After correctly answering that the cochlear and vestibular nerves are the two branches of the eighth cranial nerve, 15-year-old Abigail Green from Somerville House has become the 2015 Queensland Brain Bee Champion.
Abigail out-smarted 140 other finalists from 47 Queensland schools at The University of Queensland today, to take the title.
The final was held at UQ’s Queensland Brain Institute, with the competition going to a sudden death play-off to find a champion, leaving the eventual winner shocked.
“I’m shaking. I just can’t believe that I won it, and I’m still in shock,” Abigail said.
“I’ve always loved science, which was why I did the challenge, and I found it really interesting,” she said.
“This is the third year in a row my school has won, and we all thought that it had to end at some point, but it’s great to have won again.”
She will now go into the Australian national final to be held at the University of Western Sydney in December.
In a state of origin battle, New South Wales students have won the last two national finals, with the two preceding finals won by Queensland students — who went on to win the International Brain Bee.
Kirwan State High School took out the Queensland Team Challenge title later in the day.
Brain Bee Queensland Co-ordinator Associate Professor Bruno van Swinderen praised the students for their competitive spirit and neuroscience knowledge.
“Abigail can be really proud of her achievement, and she goes on to represent Queensland and join the long line of tremendous state champions we have produced,” Dr van Swinderen said.

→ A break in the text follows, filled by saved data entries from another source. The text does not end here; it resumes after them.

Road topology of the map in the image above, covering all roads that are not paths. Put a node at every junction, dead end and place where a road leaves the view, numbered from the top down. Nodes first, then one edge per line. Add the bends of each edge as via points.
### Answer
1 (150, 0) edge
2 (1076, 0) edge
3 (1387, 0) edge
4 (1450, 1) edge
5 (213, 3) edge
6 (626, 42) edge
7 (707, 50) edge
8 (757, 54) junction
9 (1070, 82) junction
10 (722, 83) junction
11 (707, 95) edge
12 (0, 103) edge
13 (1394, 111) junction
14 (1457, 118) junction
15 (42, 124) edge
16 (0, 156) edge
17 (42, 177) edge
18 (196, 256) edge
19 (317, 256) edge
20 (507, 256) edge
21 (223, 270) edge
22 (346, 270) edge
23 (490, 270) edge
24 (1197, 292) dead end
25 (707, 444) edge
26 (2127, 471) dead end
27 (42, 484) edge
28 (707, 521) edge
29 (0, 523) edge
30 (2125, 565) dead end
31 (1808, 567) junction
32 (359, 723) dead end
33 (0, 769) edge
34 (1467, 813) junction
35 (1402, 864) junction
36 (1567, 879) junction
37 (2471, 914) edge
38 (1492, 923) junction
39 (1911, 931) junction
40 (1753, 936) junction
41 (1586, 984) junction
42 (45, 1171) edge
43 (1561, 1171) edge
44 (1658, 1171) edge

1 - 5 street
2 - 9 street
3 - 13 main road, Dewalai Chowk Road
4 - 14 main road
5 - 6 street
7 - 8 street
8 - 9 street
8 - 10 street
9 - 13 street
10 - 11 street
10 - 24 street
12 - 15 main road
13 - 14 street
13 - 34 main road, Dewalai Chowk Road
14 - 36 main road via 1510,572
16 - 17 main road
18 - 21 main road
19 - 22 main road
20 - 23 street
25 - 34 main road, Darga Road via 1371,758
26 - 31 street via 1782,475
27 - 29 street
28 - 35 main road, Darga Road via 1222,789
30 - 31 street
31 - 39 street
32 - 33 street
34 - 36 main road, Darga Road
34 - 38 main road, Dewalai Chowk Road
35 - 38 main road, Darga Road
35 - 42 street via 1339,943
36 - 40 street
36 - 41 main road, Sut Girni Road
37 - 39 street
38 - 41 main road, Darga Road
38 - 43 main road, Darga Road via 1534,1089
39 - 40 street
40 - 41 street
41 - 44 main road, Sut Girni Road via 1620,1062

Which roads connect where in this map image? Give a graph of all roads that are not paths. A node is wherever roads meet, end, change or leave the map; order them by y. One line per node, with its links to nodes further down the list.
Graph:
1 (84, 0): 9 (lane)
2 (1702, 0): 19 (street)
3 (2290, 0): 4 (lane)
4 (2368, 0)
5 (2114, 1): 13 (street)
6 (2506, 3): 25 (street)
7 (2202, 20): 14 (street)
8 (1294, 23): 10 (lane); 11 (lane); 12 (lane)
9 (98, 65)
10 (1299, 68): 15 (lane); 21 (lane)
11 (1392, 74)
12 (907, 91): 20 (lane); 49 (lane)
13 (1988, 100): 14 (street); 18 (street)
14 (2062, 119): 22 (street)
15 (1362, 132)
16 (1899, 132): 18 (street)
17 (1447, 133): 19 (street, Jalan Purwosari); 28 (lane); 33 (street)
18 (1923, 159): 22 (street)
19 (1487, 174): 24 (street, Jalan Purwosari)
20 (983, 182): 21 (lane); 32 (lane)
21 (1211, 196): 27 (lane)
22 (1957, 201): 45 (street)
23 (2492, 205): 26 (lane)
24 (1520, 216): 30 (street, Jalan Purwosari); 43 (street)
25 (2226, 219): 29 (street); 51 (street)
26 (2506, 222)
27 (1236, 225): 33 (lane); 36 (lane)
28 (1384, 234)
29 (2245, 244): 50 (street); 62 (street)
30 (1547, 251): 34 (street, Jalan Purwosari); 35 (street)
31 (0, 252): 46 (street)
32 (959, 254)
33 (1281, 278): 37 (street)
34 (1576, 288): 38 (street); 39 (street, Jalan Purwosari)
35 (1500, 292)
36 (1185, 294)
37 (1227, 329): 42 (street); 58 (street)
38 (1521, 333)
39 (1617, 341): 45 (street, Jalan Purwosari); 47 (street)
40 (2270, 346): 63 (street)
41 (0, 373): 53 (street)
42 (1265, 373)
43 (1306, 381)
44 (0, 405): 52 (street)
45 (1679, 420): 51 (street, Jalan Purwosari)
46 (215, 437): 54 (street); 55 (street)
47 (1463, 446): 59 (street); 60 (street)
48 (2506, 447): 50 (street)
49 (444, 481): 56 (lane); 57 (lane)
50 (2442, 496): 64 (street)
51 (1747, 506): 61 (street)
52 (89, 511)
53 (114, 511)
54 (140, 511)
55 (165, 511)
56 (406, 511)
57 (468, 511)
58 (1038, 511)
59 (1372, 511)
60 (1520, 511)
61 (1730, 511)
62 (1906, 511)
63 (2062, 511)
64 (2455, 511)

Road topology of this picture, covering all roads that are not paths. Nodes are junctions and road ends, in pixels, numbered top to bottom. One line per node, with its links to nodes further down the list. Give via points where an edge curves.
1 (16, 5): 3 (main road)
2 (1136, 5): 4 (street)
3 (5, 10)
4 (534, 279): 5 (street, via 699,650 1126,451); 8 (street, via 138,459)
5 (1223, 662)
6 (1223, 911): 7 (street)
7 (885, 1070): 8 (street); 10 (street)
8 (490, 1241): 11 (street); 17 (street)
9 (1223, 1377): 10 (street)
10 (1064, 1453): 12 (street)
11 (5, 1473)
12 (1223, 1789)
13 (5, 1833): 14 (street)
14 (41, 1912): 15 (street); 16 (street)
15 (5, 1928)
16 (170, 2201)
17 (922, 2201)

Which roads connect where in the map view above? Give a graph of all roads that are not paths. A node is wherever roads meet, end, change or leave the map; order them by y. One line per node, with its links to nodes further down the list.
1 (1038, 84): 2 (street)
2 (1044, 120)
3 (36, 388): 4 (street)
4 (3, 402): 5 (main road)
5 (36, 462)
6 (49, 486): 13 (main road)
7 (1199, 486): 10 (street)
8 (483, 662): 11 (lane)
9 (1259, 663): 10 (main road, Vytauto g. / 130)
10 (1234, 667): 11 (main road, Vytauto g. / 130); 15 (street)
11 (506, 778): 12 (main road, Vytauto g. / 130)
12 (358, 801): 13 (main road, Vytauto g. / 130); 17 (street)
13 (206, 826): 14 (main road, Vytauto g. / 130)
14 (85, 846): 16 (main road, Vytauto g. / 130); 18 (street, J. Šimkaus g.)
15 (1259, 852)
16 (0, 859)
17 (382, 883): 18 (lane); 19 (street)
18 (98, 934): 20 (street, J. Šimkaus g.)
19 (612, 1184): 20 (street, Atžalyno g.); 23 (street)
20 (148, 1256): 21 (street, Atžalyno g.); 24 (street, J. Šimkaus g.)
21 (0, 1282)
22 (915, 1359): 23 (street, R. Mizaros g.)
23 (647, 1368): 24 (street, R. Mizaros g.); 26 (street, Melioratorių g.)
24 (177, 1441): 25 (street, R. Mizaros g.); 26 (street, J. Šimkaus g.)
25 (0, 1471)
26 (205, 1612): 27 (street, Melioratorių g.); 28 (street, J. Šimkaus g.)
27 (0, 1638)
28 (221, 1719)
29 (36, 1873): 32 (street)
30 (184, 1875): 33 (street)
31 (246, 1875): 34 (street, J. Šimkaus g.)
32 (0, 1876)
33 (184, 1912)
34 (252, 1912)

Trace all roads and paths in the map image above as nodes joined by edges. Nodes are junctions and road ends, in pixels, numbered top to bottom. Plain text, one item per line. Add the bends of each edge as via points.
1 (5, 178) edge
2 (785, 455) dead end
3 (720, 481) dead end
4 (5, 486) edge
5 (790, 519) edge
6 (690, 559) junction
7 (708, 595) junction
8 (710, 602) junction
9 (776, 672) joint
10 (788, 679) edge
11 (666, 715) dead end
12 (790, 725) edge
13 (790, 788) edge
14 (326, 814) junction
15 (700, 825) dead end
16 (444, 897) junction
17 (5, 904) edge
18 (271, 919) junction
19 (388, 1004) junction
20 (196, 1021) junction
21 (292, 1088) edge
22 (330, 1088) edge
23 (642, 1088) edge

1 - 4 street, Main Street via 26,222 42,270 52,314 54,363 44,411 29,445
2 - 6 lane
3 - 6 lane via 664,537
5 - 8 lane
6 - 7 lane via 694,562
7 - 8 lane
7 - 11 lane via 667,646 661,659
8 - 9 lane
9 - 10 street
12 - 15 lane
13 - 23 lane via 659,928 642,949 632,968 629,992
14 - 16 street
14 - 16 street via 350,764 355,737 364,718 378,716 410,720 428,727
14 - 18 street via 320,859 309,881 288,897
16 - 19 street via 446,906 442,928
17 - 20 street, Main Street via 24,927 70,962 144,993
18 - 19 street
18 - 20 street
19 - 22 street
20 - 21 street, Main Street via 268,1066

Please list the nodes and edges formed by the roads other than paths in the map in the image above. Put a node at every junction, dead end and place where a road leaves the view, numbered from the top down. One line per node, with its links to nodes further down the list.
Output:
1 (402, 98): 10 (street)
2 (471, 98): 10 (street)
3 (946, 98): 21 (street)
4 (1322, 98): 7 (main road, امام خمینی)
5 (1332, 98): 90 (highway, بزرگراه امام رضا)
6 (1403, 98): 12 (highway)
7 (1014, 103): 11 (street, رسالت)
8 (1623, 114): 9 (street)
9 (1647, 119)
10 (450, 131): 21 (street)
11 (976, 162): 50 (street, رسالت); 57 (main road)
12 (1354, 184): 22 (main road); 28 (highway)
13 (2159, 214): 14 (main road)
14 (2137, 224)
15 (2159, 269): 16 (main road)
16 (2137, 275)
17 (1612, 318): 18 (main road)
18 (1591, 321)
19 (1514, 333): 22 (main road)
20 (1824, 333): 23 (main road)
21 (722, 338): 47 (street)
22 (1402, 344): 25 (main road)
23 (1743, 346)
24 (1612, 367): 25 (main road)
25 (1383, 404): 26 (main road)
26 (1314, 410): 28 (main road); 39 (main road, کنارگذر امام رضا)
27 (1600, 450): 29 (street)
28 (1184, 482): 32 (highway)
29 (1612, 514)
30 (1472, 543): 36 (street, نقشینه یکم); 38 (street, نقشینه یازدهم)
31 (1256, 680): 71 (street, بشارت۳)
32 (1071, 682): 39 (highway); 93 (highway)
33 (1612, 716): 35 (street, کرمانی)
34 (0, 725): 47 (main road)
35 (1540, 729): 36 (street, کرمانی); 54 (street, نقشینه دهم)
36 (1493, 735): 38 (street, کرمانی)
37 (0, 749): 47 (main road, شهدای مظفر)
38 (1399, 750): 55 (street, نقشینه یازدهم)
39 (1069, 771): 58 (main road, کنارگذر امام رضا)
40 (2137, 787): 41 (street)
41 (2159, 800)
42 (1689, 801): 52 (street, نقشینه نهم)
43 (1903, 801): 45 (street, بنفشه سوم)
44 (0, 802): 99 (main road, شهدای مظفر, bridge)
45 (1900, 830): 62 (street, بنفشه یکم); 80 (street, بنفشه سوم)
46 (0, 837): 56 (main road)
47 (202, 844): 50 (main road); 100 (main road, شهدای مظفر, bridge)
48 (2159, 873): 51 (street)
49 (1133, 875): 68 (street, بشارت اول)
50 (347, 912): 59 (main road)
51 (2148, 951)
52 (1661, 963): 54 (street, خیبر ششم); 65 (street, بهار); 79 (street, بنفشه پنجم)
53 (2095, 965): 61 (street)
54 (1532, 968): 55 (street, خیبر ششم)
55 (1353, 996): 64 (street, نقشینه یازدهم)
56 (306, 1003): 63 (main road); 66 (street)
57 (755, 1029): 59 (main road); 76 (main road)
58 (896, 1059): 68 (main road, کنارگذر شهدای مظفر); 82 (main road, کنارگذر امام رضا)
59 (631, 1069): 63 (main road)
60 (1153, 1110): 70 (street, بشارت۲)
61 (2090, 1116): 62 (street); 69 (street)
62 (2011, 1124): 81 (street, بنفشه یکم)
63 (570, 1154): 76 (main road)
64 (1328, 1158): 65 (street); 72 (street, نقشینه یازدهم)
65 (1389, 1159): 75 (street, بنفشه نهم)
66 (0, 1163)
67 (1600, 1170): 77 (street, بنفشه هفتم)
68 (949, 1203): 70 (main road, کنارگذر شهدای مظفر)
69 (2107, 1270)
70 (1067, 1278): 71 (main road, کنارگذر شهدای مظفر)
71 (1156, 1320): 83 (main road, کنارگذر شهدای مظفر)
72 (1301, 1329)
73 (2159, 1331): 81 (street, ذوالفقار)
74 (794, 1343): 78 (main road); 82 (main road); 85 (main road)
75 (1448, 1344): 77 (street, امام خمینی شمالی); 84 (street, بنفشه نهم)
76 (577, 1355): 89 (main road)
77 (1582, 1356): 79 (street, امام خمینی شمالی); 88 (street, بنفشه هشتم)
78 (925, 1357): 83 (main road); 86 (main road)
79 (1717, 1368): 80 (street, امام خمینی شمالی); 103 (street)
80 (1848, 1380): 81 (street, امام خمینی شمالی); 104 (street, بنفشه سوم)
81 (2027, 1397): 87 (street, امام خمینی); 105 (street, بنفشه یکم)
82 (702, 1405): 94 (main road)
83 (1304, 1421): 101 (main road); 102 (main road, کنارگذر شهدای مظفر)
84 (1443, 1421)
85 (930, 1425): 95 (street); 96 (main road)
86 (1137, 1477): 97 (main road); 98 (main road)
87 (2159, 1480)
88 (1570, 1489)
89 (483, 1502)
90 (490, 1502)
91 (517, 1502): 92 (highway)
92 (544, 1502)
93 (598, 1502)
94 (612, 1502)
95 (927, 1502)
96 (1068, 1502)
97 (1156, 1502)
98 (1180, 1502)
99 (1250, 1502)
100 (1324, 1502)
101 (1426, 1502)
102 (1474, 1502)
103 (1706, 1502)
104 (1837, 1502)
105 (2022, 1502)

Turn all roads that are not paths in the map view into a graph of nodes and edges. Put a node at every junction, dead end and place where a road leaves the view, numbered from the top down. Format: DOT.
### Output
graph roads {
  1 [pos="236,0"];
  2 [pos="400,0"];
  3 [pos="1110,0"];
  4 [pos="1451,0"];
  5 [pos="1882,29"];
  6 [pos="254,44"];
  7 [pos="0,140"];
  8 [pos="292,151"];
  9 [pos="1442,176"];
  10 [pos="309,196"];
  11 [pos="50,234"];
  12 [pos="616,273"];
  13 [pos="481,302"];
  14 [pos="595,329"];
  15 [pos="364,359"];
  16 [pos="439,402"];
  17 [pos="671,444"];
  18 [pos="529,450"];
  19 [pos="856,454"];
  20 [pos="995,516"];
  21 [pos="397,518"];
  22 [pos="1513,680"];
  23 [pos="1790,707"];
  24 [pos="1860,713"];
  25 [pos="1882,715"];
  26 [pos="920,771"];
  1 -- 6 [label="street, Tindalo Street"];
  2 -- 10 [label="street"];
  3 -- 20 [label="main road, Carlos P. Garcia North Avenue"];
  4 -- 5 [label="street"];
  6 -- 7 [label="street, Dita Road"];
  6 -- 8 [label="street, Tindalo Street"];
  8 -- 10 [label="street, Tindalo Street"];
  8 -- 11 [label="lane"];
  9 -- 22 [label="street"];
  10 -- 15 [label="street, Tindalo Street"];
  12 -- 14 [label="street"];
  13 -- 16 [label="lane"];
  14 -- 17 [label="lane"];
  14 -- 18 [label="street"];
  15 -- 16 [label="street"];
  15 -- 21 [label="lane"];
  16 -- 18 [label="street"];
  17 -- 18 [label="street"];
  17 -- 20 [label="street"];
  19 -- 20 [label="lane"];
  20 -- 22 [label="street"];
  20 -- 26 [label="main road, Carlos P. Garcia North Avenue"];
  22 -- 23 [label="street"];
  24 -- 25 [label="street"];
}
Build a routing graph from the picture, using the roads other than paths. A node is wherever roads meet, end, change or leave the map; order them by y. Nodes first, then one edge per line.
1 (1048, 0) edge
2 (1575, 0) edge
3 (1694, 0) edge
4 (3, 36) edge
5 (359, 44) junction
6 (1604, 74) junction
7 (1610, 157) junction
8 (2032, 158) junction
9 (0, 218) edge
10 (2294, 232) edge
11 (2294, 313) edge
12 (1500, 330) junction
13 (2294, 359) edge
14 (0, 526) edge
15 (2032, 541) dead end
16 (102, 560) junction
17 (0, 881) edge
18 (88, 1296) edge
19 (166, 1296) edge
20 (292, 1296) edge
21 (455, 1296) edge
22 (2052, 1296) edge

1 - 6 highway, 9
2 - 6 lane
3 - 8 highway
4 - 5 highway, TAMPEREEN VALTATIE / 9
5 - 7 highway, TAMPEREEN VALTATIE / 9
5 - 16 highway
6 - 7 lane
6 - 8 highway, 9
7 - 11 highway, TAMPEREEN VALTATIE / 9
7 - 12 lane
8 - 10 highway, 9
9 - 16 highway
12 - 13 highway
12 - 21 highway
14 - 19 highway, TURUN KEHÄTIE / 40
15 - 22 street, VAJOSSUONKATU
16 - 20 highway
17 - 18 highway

“It was especially great to see so many students with a keen interest in neuroscience today, and our hope is that they consider a rewarding career in science.
“The Australian Brain Bee Challenge was established here at the Queensland Brain Institute in 2006 to excite the scientific curiosity of high school students.”
During the day the high school students heard from PhD students working on neuroscience research at QBI, and took part in an experiment using wrist monitors to track the stress and alertness of 17 of the students.
“The same technology is being used by neuroscientists right now to monitor students in special classrooms to better understand the process of learning, so they got a special insight into the different way’s neuroscience works,” he said.
“I hope they go home with a new appreciation of what life is like as a scientist, and just how incredible the brain is.”